--- Information supplied ---
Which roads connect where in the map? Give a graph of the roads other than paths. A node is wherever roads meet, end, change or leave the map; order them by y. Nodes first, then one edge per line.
---
--- Information supplied ---
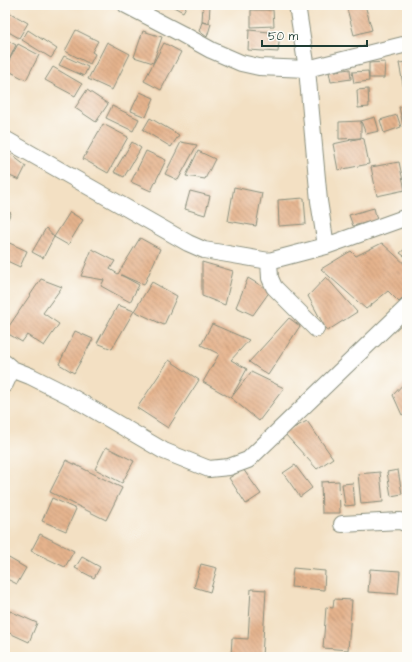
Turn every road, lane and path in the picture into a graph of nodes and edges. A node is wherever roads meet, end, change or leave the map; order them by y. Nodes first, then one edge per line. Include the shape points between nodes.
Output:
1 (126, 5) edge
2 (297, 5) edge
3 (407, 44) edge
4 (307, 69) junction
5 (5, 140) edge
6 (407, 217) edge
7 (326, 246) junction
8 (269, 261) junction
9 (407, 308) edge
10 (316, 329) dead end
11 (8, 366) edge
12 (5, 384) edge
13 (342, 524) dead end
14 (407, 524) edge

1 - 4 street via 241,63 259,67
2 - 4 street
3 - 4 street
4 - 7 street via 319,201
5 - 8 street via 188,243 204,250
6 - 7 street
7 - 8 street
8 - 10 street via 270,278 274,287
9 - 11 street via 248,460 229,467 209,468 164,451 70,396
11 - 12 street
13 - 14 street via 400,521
---
--- Information supplied ---
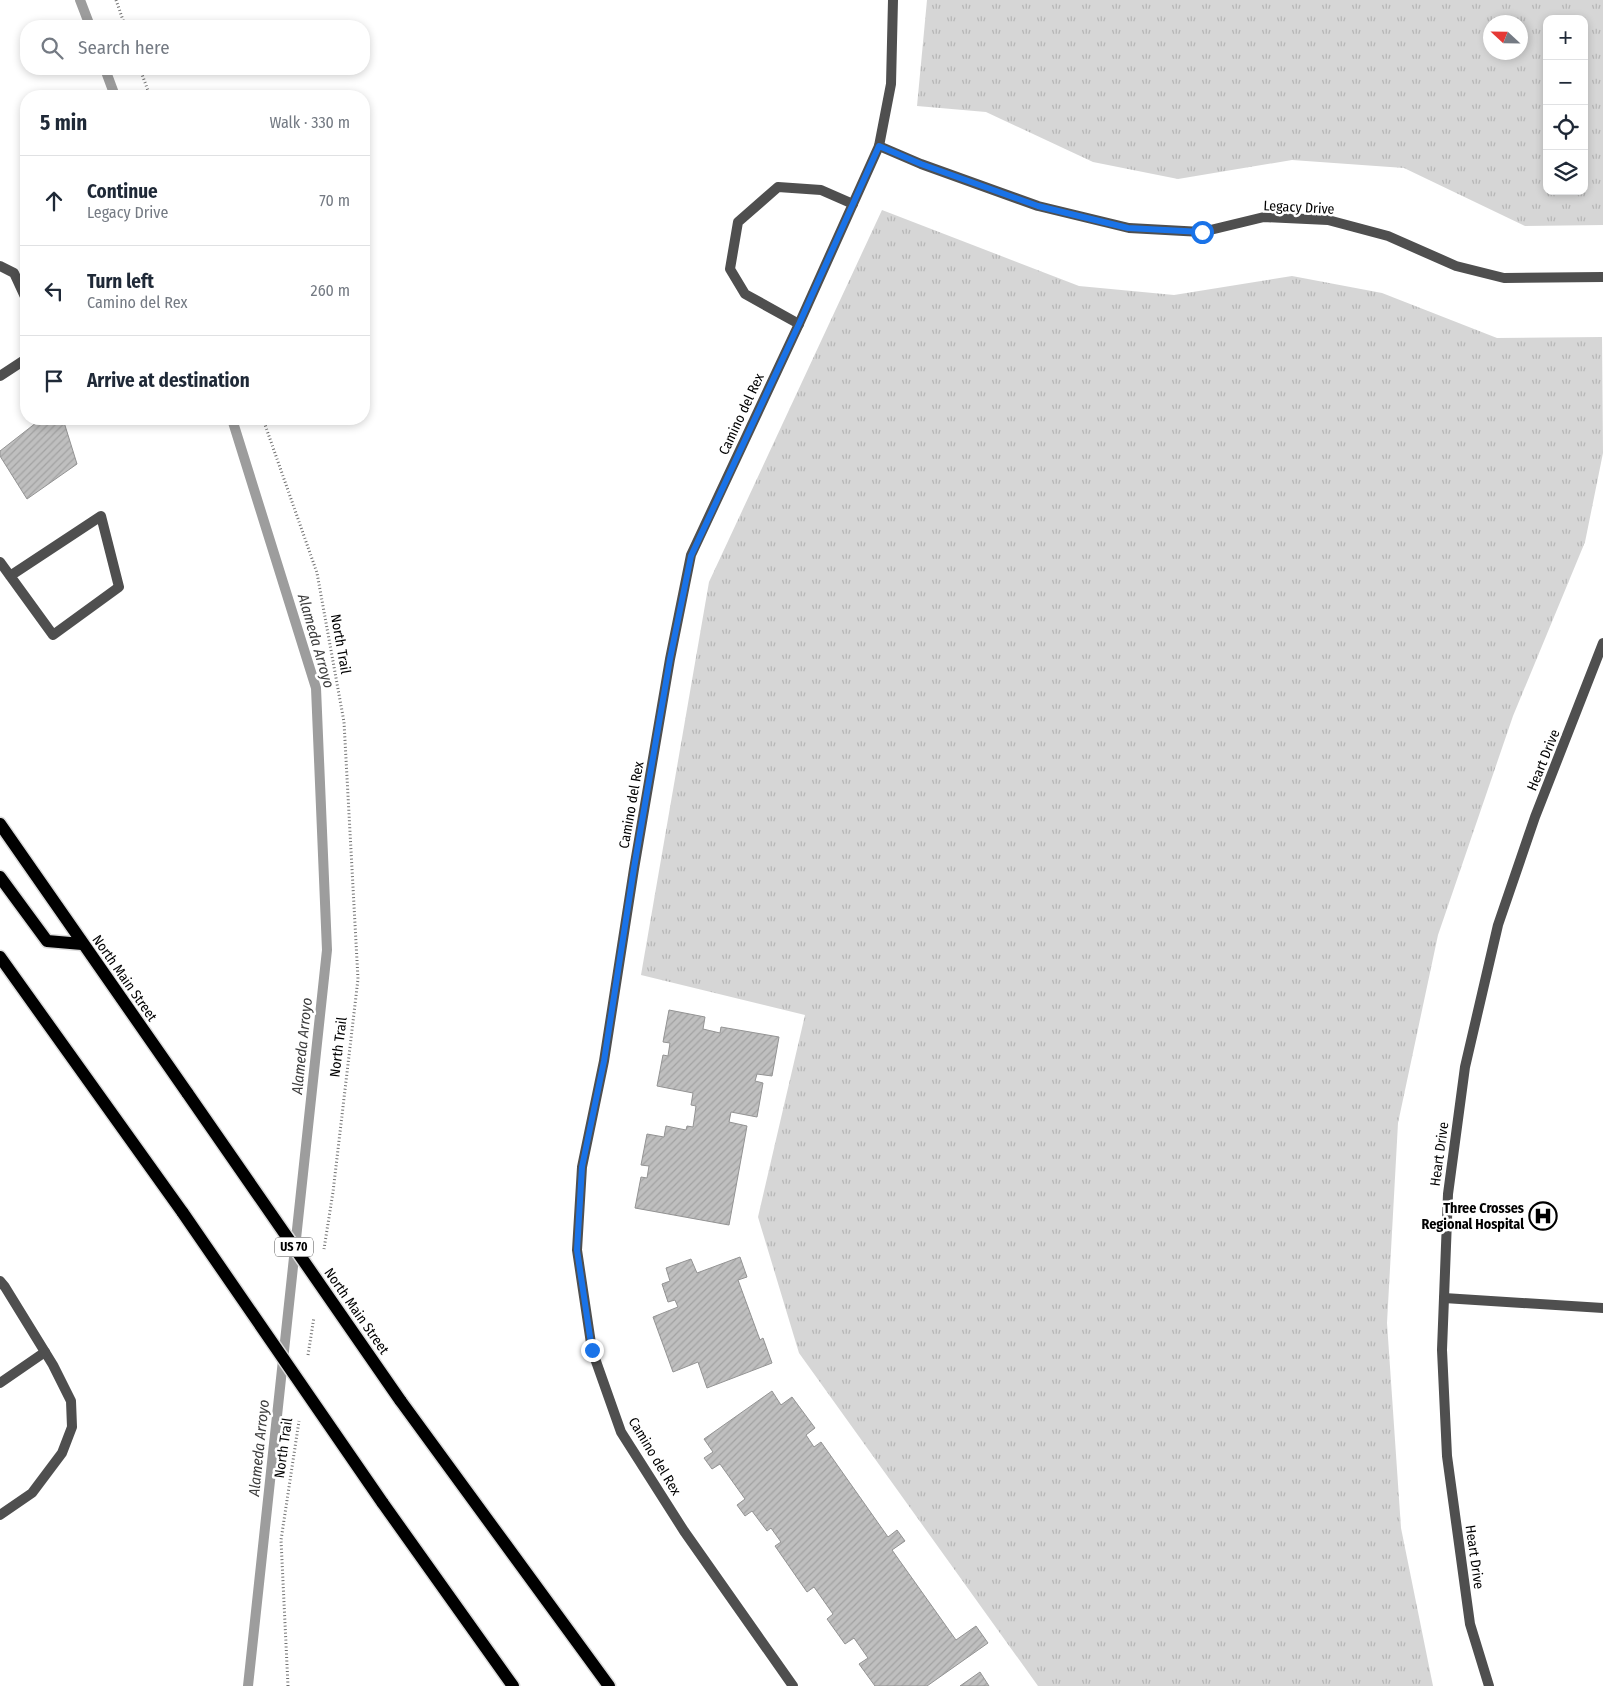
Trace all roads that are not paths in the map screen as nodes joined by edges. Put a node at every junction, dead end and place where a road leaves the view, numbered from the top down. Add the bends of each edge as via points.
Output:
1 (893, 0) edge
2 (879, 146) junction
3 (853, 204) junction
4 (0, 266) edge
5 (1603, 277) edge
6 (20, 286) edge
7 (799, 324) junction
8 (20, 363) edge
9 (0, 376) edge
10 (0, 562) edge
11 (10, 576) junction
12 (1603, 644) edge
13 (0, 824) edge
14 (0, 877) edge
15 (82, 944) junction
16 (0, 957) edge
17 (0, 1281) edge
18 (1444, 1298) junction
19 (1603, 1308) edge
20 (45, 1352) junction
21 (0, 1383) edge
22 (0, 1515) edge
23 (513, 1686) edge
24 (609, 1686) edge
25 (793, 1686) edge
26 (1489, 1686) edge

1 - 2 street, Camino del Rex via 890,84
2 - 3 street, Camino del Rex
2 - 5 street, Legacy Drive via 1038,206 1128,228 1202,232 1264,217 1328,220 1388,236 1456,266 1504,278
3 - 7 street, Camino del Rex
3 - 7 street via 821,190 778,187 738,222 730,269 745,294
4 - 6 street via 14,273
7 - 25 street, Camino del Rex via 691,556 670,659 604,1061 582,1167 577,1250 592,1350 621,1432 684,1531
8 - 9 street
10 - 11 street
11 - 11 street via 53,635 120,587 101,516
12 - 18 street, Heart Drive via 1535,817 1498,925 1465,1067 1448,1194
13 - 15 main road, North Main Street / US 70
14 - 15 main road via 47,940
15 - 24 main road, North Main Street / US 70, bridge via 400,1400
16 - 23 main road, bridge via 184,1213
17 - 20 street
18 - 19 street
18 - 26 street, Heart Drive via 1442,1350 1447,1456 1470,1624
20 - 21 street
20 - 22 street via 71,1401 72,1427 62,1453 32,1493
---
Aim of the exercise » Check each line of the entries above, and show every one holding the word "points".

Task result »
Turn every road, lane and path in the picture into a graph of nodes and edges. A node is wherever roads meet, end, change or leave the map; order them by y. Nodes first, then one edge per line. Include the shape points between nodes.
Trace all roads that are not paths in the map screen as nodes joined by edges. Put a node at every junction, dead end and place where a road leaves the view, numbered from the top down. Add the bends of each edge as via points.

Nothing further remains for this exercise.